Iowa State University plant pathology professor named to endowed chair

AMES, Iowa -- Gwyn Beattie has been named to an endowed chair, the Robert Earle Buchanan Distinguished Professorship of Bacteriology for Research and Nomenclature, in the College of Agriculture at Iowa State University.

Beattie, an associate professor of plant pathology, specializes in genetics, physiology and the ecology of plant bacteria. Since joining the Iowa State faculty in 2002, she has worked with almost 700 students and provided research experiences for more than 25 undergraduates.

Thomas Baum, plant pathology department chair, said Beattie is an innovative researcher who thinks beyond the current models.

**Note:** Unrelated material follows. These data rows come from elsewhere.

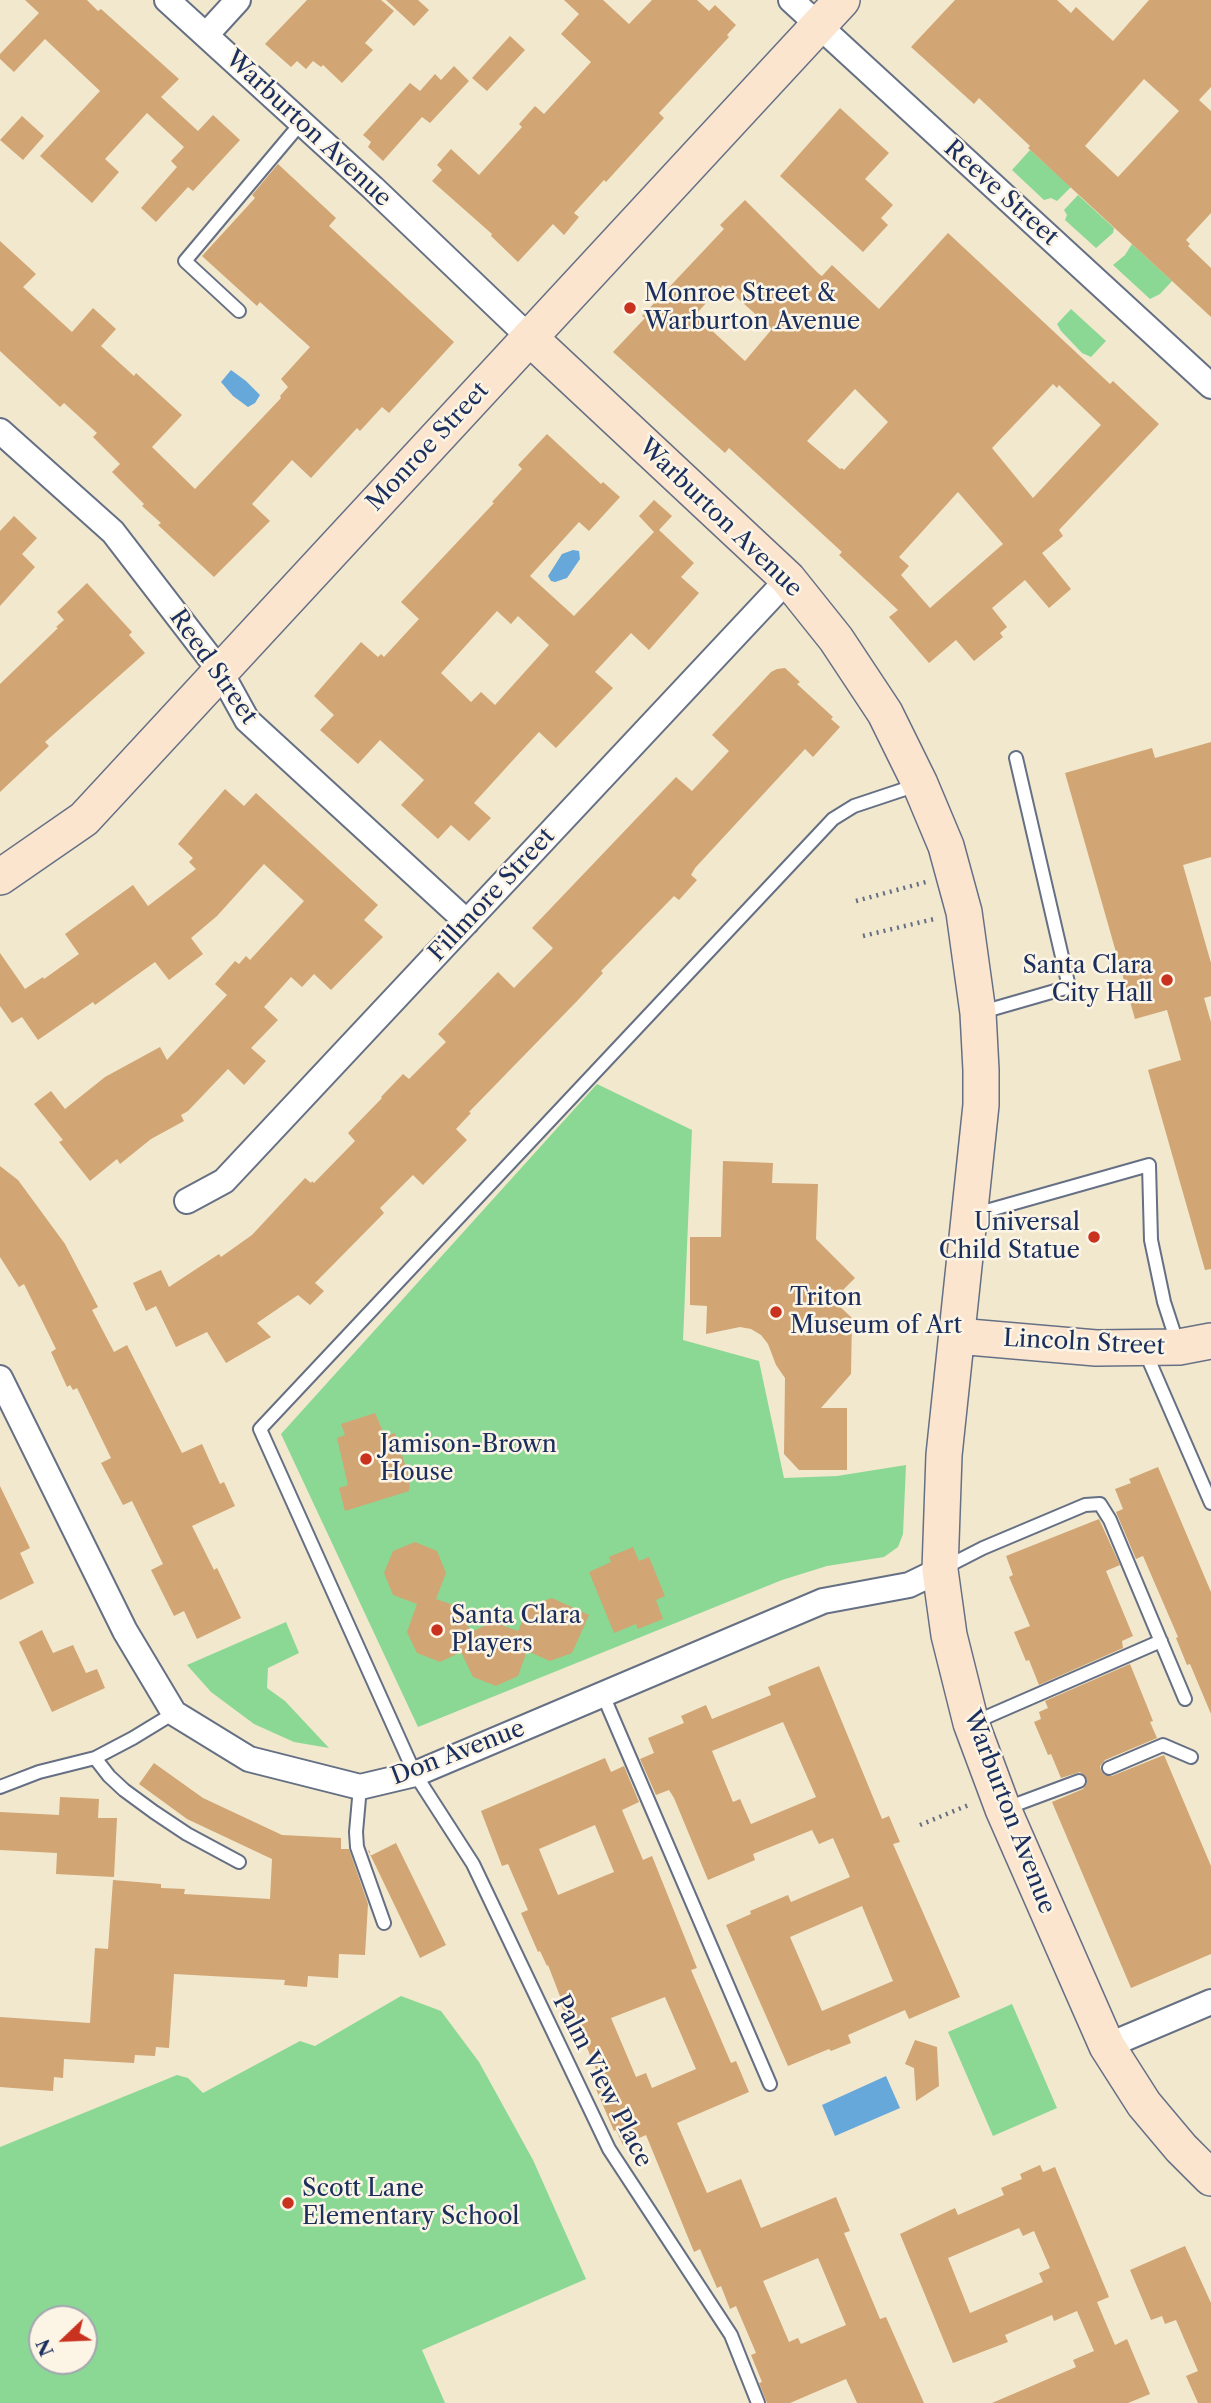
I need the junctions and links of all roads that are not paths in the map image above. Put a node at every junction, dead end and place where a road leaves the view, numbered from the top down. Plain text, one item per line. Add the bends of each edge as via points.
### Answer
1 (167, 0) edge
2 (238, 0) edge
3 (791, 0) edge
4 (842, 0) edge
5 (818, 25) junction
6 (206, 35) junction
7 (301, 122) junction
8 (239, 311) dead end
9 (530, 338) junction
10 (1211, 386) edge
11 (0, 431) edge
12 (788, 579) junction
13 (220, 671) junction
14 (1016, 758) dead end
15 (920, 783) junction
16 (0, 877) edge
17 (467, 922) junction
18 (978, 1013) junction
19 (187, 1201) dead end
20 (968, 1216) junction
21 (957, 1336) junction
22 (1195, 1344) edge
23 (1144, 1349) junction
24 (0, 1378) edge
25 (8, 1411) edge
26 (1211, 1503) edge
27 (940, 1570) junction
28 (1161, 1641) junction
29 (603, 1695) junction
30 (1185, 1699) dead end
31 (174, 1713) junction
32 (971, 1723) junction
33 (1191, 1757) dead end
34 (95, 1758) junction
35 (1108, 1768) dead end
36 (415, 1774) junction
37 (1079, 1781) dead end
38 (0, 1787) edge
39 (360, 1787) junction
40 (1003, 1810) junction
41 (239, 1861) dead end
42 (383, 1923) dead end
43 (1211, 2002) edge
44 (1107, 2046) junction
45 (770, 2084) dead end
46 (1211, 2178) edge
47 (758, 2403) edge

1 - 6 street, Warburton Avenue
2 - 6 street
3 - 5 street, Reeve Street
4 - 5 street, Monroe Street
5 - 9 street, Monroe Street
5 - 10 street, Reeve Street
6 - 7 street, Warburton Avenue
7 - 8 lane via 185,261
7 - 9 street, Warburton Avenue
9 - 12 street, Warburton Avenue
9 - 13 street, Monroe Street
11 - 13 street, Reed Street via 113,533
12 - 15 street, Warburton Avenue via 836,639 885,713
12 - 17 street, Fillmore Street
13 - 16 street, Monroe Street via 84,819
13 - 17 street, Reed Street via 247,720
14 - 18 lane via 1069,987
15 - 18 street, Warburton Avenue via 946,846 964,912
15 - 36 lane, Palm View Place via 854,806 833,819 260,1429
17 - 19 street, Fillmore Street via 224,1181
18 - 20 street, Warburton Avenue via 981,1105
20 - 21 street, Warburton Avenue
20 - 22 lane via 1149,1165 1151,1240 1164,1302
21 - 23 street, Lincoln Street
21 - 27 street, Warburton Avenue via 944,1455
22 - 23 street, Lincoln Street
23 - 26 lane
24 - 25 street, Don Avenue
25 - 31 street, Don Avenue via 125,1632
27 - 28 lane via 1085,1505 1100,1504
27 - 29 street, Don Avenue via 909,1586 824,1601
27 - 32 street, Warburton Avenue via 949,1635
28 - 30 lane
28 - 32 lane
29 - 36 street, Don Avenue
29 - 45 lane
31 - 34 lane
31 - 39 street, Don Avenue via 249,1759
32 - 40 street, Warburton Avenue
33 - 35 lane via 1163,1745
34 - 38 lane
34 - 41 lane via 124,1790 154,1812
36 - 39 street, Don Avenue
36 - 47 lane, Palm View Place via 473,1864 609,2149 731,2334
37 - 40 lane
39 - 42 lane via 357,1847
40 - 44 street, Warburton Avenue
43 - 44 street
44 - 46 street, Warburton Avenue via 1144,2104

"Gwyn addresses questions that, if successfully answered, may help shift the paradigms we currently hold regarding the ecology and interactions of plant-associated bacteria," Baum said. "She's a scientist who is able to apply novel tools and approaches in her attempts to answer questions."

She also serves as a graduate advisor. Baum said her work has strengthened the graduate program in plant pathology as well as improved the visibility of microbiology at Iowa State.

Beattie received her bachelor's degree from Carleton College, Northfield, Minn., in 1985 and her Ph.D. from the University of Wisconsin-Madison in 1991.

Beattie studies leaf ecology as it relates to bacteria. She's working on a project evaluating whether leaf-associated bacteria can actively reduce airborne pollutants. She's also researching how plants can limit the availability of water to invading pathogens. And she is exploring whether the adaptations that plants use to tolerate drought and salinity influence the growth or survival of plant-associated bacteria.

The endowed chair position was established in 2003 with a gift from the Buchanan estate to honor Robert Earle Buchanan. Buchanan received his bachelor's degree in bacteriology in the department of microbiology in 1904 and master's degree in 1906 from Iowa State. He earned his Ph.D. from the University of Chicago in 1908. He went on to lead Iowa State in the area of bacteriological classification.

Buchanan was named an associate professor at Iowa State in 1908 and became the first head of the bacteriology department, serving from 1910 to 1948. He also served as the director of the Agricultural Experiment Station from 1933 to 1948. He was the first dean of the graduate division at Iowa State from 1919 to 1948. Buchanan Hall, a graduate student residence building, is named in his honor. He retired in 1948 and died in 1973.